Deep-Sea Fish Living in Almost Total Darkness 1000s of Feet Below Ocean Surface See in Color, Scientists Believe

The eyes of little-understood fish that lurks in the barely-lit deep sea have evolved to see in color, scientists believe.

The work, published in the journal Science, calls into question past studies that suggest these animals who live between 2,000 to 27,5000 feet beneath the ocean surface are colorblind.

Deep-sea fish inhabit environments where bioluminescence given off by creatures and dim, residual sunlight cast into the upper 3,000 feet of the ocean are their only sources of light.

An international team of scientists looked at the genomes of 101 fish to find out more about their opsins: the receptors in the retina that turn light into electrochemical signals processed by the brain.

Vertebrates, or animals with backbones, have up to five opsins: a single rod opsin to see in the dark and four cones to detect color from brightly lit objects. Humans have three cone opsins; cats and dogs have two; while many fish and birds have four.

By looking at the fish genomes, the researchers found that some deep-sea fish have a multi-rod opsin-based visual system that likely enables them to see color in the inky depths of the ocean.

This visual system could be useful for picking up bioluminescent light from predators or prey, but only behavioral tests could confirm this.

The glacier lanternfish, the tube-eye, the longwing spinyfin and the silver spinyfin were found to have at least five rod opsins. The work also revealed many fish have more opsin genes than they are using.

Professor Walter Salzburger, study co-author and an expert in the evolution of animals at Switzerland's University of Basel Zoological Institute, told Newsweek: "Multiple rod-opsin based visual systems have evolved at least three times independently in deep-sea fishes, which indicates that it might indeed be very useful to have more than one rod pigment when living down there. Overall, our study shows that, within the constraint of a vertebrate eye, there is a much greater possibility for adaptations than previously thought, including the potential for a color detection."

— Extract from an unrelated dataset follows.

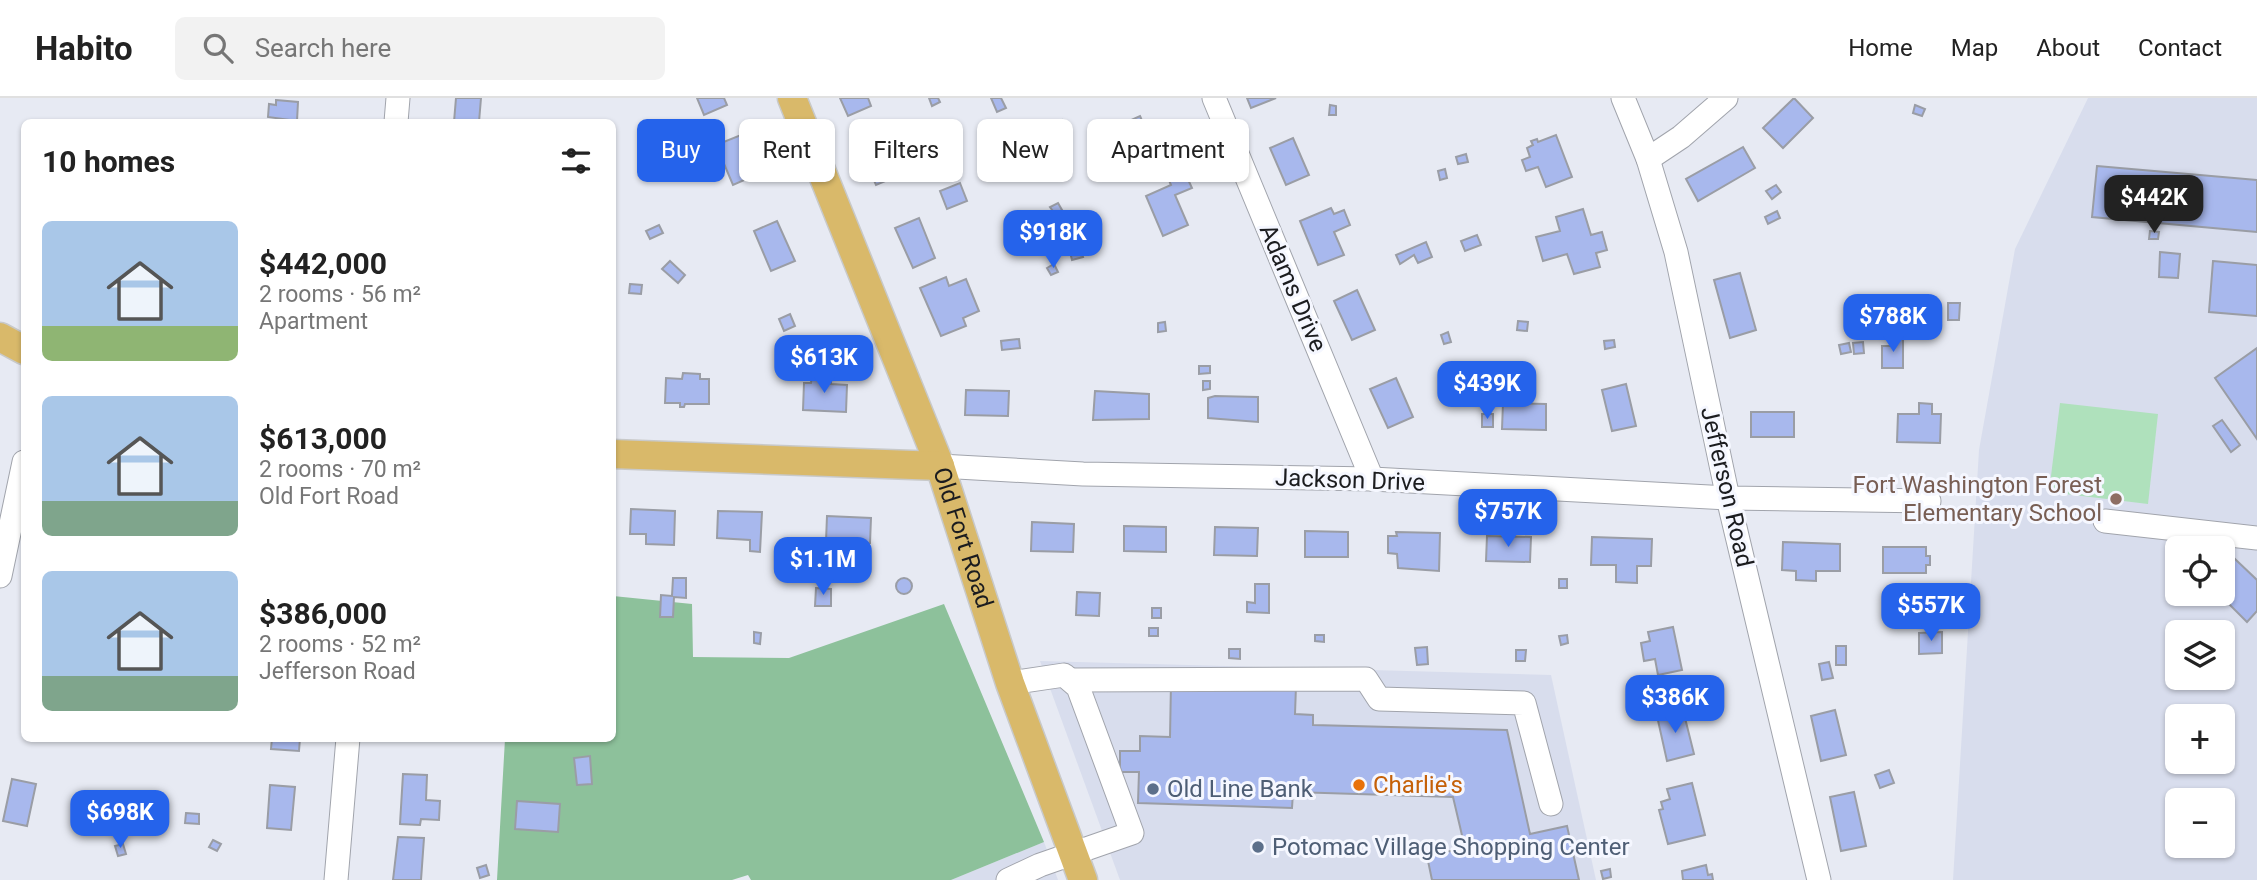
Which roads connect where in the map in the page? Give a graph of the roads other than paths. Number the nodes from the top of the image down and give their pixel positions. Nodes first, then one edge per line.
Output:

But as it is currently not possible to run behavioral experiments on deep-sea fish—because of the inaccesibility of their habitats—the team couldn't prove that the creatures can distinguish between colors in their native environment, study co-author Dr. Zuzana Musilova of the Zoological Institute and Department of Zoology at Prague's Charles University told Newsweek.

"We have also been limited in the number of deep-sea fishes that we were able to analyze. These fishes are hard to collect, not least because there are not that many scientific deep-sea cruises, and many of these species are rare. In the end, the saying that we know more about space than the deep sea is definitely true. But on the other hand, where there is much unknown there is hopefully still much learn."

Co-author Dr. Fabio Cortesi, postdoctoral research fellow at Australia's Queensland Brain Institute, told Newsweek: "Upcoming research should certainly focus on the exact functions of such a unique visual system and how the neural wiring takes place.

"Understanding how these visual systems work, how sensitive they are and how they allow these critters to survive in their extreme environment provides a treasure of knowledge that might be useful for future applications, such as in visual sensor design, camera designs or remote sensing."

Dr. Ronald Douglas, professor in optometry and visual sciences at City, University of London, who was not involved in the research, told Newsweek: "Since all light in the deep-sea is dim, deep-sea creatures have eyes 'designed' for sensitivity. The eyes, for example, have big pupils, reflective tapeta, high densities of visual pigments, and generally possess only rods which are either very long or occur in multiple banks.

He continued: "My personal view is that as almost every aspect of the deep-sea eye is an adaptation to enhance sensitivity, the possession of multiple visual pigments probably serves the same function.

"Color vision is produced by comparing the output of deferentially sensitive photoreceptors. Thus, the possession of several different spectral classes of rod in deep-sea fish could theoretically allow them to see color. However, color vision usually involves inhibitory interactions, which would probably result in a loss of sensitivity, and this is at odds with all other adaptations of deep-sea vision, which serve to enhance sensitivity."

Douglas concluded: "The main joy of being a biologist is that we are continually surprised and this paper certainly did that."